WHAT IS BEING ASKED: Set down every entry once more, exactly as it appears.

MATERIAL FOR THIS TASK:
++++++

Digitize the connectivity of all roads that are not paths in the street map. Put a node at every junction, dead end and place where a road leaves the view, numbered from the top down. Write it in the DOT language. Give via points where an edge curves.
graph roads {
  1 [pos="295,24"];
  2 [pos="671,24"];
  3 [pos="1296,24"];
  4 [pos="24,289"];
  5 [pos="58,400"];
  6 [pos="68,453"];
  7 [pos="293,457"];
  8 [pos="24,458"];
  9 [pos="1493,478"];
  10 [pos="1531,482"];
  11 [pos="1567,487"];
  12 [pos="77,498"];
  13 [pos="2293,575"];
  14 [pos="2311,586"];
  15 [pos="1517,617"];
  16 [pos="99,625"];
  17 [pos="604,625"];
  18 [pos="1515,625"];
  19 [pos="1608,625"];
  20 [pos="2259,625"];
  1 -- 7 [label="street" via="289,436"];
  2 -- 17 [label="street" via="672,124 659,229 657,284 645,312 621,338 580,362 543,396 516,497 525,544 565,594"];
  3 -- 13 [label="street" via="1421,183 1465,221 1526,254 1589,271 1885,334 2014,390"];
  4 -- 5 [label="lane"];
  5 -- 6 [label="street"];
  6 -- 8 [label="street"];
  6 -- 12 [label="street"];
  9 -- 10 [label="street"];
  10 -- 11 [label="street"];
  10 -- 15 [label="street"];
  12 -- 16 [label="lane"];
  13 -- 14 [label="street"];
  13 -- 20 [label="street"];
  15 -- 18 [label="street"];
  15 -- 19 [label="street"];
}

++++++

TASK RESPONSE:
Digitize the connectivity of all roads that are not paths in the street map. Put a node at every junction, dead end and place where a road leaves the view, numbered from the top down. Write it in the DOT language. Give via points where an edge curves.
graph roads {
  1 [pos="295,24"];
  2 [pos="671,24"];
  3 [pos="1296,24"];
  4 [pos="24,289"];
  5 [pos="58,400"];
  6 [pos="68,453"];
  7 [pos="293,457"];
  8 [pos="24,458"];
  9 [pos="1493,478"];
  10 [pos="1531,482"];
  11 [pos="1567,487"];
  12 [pos="77,498"];
  13 [pos="2293,575"];
  14 [pos="2311,586"];
  15 [pos="1517,617"];
  16 [pos="99,625"];
  17 [pos="604,625"];
  18 [pos="1515,625"];
  19 [pos="1608,625"];
  20 [pos="2259,625"];
  1 -- 7 [label="street" via="289,436"];
  2 -- 17 [label="street" via="672,124 659,229 657,284 645,312 621,338 580,362 543,396 516,497 525,544 565,594"];
  3 -- 13 [label="street" via="1421,183 1465,221 1526,254 1589,271 1885,334 2014,390"];
  4 -- 5 [label="lane"];
  5 -- 6 [label="street"];
  6 -- 8 [label="street"];
  6 -- 12 [label="street"];
  9 -- 10 [label="street"];
  10 -- 11 [label="street"];
  10 -- 15 [label="street"];
  12 -- 16 [label="lane"];
  13 -- 14 [label="street"];
  13 -- 20 [label="street"];
  15 -- 18 [label="street"];
  15 -- 19 [label="street"];
}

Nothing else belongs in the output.